Pour en revenir à nos histoires de défis, je voulais finir sur un point important, sur ces défis ils ne sont bien souvent que la réactualisation des « t’es pas cap », et autres mises en danger qu’on a toujours connues ; à ceci près que comme on vient de le voir, tout est démultiplié par la vidéo.
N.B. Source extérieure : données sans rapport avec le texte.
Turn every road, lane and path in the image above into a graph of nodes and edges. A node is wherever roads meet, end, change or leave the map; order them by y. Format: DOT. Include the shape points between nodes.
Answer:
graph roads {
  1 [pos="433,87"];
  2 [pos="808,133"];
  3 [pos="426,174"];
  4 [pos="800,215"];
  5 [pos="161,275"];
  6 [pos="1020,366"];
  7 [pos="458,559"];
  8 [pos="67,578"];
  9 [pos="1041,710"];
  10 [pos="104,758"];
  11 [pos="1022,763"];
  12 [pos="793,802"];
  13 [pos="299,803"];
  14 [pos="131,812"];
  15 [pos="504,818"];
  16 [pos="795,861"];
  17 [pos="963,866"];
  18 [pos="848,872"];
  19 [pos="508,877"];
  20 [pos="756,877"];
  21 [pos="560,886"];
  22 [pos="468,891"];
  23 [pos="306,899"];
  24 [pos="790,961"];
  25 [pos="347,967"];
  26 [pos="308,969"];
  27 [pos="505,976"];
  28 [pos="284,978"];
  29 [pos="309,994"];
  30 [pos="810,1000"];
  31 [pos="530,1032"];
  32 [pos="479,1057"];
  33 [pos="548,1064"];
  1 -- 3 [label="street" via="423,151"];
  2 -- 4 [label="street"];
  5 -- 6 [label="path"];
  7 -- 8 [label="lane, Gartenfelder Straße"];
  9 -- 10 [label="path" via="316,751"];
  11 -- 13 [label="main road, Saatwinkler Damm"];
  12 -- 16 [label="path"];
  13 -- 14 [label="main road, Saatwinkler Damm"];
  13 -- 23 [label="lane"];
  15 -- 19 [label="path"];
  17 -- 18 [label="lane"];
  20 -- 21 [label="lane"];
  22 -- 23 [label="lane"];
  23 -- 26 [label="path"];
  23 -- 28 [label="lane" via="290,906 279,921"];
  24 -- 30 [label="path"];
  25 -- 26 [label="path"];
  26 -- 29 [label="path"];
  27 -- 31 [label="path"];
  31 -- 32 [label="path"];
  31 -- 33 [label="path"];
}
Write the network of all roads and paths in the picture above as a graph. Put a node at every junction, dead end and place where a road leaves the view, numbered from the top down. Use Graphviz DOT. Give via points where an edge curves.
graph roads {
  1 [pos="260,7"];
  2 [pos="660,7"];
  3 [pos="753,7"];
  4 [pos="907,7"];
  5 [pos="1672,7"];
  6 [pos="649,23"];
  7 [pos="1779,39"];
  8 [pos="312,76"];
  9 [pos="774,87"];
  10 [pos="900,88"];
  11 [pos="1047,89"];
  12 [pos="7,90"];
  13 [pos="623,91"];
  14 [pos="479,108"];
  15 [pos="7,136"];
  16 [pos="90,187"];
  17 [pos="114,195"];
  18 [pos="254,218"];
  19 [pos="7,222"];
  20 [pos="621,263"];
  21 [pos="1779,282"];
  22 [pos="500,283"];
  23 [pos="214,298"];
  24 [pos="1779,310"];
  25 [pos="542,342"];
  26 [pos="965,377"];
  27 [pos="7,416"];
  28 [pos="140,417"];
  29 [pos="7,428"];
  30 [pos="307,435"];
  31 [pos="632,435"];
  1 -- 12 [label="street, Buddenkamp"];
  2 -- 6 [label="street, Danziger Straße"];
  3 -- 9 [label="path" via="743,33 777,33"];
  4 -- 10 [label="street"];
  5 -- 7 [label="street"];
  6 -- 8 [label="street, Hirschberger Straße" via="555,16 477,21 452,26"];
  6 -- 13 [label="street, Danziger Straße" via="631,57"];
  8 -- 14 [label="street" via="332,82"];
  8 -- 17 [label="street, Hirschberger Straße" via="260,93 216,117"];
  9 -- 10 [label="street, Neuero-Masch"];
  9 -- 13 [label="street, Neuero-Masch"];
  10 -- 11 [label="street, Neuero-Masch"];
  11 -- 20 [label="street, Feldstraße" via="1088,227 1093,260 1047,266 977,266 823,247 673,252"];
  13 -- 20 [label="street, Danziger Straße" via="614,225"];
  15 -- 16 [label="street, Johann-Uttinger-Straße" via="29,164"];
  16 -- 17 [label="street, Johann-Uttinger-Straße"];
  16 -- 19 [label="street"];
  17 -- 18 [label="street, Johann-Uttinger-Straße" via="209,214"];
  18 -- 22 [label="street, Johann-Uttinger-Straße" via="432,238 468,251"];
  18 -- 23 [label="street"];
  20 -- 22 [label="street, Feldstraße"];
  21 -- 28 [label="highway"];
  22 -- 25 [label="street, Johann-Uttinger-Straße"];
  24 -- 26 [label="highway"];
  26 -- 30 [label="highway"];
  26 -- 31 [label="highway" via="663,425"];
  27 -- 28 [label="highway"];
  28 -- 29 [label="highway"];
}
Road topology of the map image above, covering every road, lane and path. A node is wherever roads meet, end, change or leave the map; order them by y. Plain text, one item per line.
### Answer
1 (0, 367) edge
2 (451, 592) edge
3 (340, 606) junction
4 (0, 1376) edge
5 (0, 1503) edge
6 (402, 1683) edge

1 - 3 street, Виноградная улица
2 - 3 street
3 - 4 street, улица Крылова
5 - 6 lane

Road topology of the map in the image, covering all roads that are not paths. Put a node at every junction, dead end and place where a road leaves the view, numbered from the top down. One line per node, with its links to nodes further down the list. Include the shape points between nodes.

Binge drinking Prise de stupéfiants, roulettes urbaines, conduites sexuelles à risques, parcours urbains…

Fantasme ordalique

L'ordalie, ou « jugement de Dieu », était une forme de procès à caractère religieux qui consistait à soumettre un suspect à une épreuve, douloureuse voire potentiellement mortelle, dont l'issue, théoriquement déterminée par une divinité ou Dieu lui-même, permettait de conclure à la culpabilité ou à l'innocence

La conduite ordalique peut être définie comme le fait, pour un sujet, de s'engager de façon plus ou moins répétitive dans des épreuves comportant un risque mortel :

Épreuve dont l'issue ne doit pas être évidemment prévisible et qui se distingue de ce fait tant du suicide pur et simple que du simulacre.

Le fantasme ordalique est le fait de s'en remettre à l'Autre, au hasard, au destin, à la chance :

Pour le maîtriser ou en être l'élu et, par sa survie, prouver tout son droit à la vie, sinon son caractère exceptionnel, peut-être son immortalité…

Mais aussi Acquérir reconnaissance prestige pour les pairs et maintenant à la face du monde.

Cette conduite ordalique est donc toujours à deux faces : abandon ou soumission au verdict du destin mais aussi tentative de maîtrise, de reprise du contrôle sur sa vie.

Elle implique donc une relation subjective très particulière au risque, qui peut nous permettre de donner les caractéristiques du « risque ordalique ». Celui-ci comprend :

• Un rapport subjectif positif au risque : il s’agit d’un risque choisi et non d’un risque subi et le sujet en attend consciemment ou non un mieux-être.

Expérience de résurrection.

• Une relation « animiste » à la chance, au hasard, au destin : fantasmatiquement, cette épreuve, bien que solitaire et auto-imposée, a toujours un juge, Puis un public.

• Un sentiment d’emprise sur la situation : le paradoxe de la conduite ordalique est de s’en remettre totalement à l’autre mais avec l’idée de le maîtriser et, à un niveau ultime et de façon magique, la mort-renaissance devient alors auto-engendrement. Plus banalement, il faut noter que l’impression de maîtrise, le sentiment intime d’emprise sur la situation, modifie radicalement la relation du sujet au risque,

• Un versant transgressif : la prise de risques, dans le mouvement ordalique, est une façon d’invalider tous les dépositaires de la loi, comme si le fait de risquer l’enjeu suprême plaçait le sujet au-dessus de toute règle et de toute convention.

L’usage de drogues interdites tente les jeunes par l’attrait même de l’interdit et l’exposition au danger se double de la transgression

Aux valeurs aujourd’hui sacrées que sont le corps, la santé, la jeunesse…

• Un appel à la loi : le refus de règles et l’invalidation des dépositaires de la loi se doublent d’un appel à une loi supérieure en quelque sorte plus légitime. Ce paradoxe apparent est commun à bien des conduites de risque des adolescents et aux transgressions de nombre de sujets psychopathes ou antisociaux

Toutes ces conduites, et YT regorge, de défis plus dangereux les uns que les autres, offrent une visibilité qui ne peut qu’aviver une surenchère des plus inquiétantes, pour les jeunes les plus fragiles, en difficultés, en impasse de construction dans leur structuration identitaire. (Encore une fois l’émulation de groupe, abaisse les limites de perception du danger et ne peut qu’inquiéter) Il est difficile de ne pas voir dans ces phénomènes une tentative auto maturative pathologique, un simulacre de rite de passage moderne dont nos sociétés occidentales sont désormais dépourvues.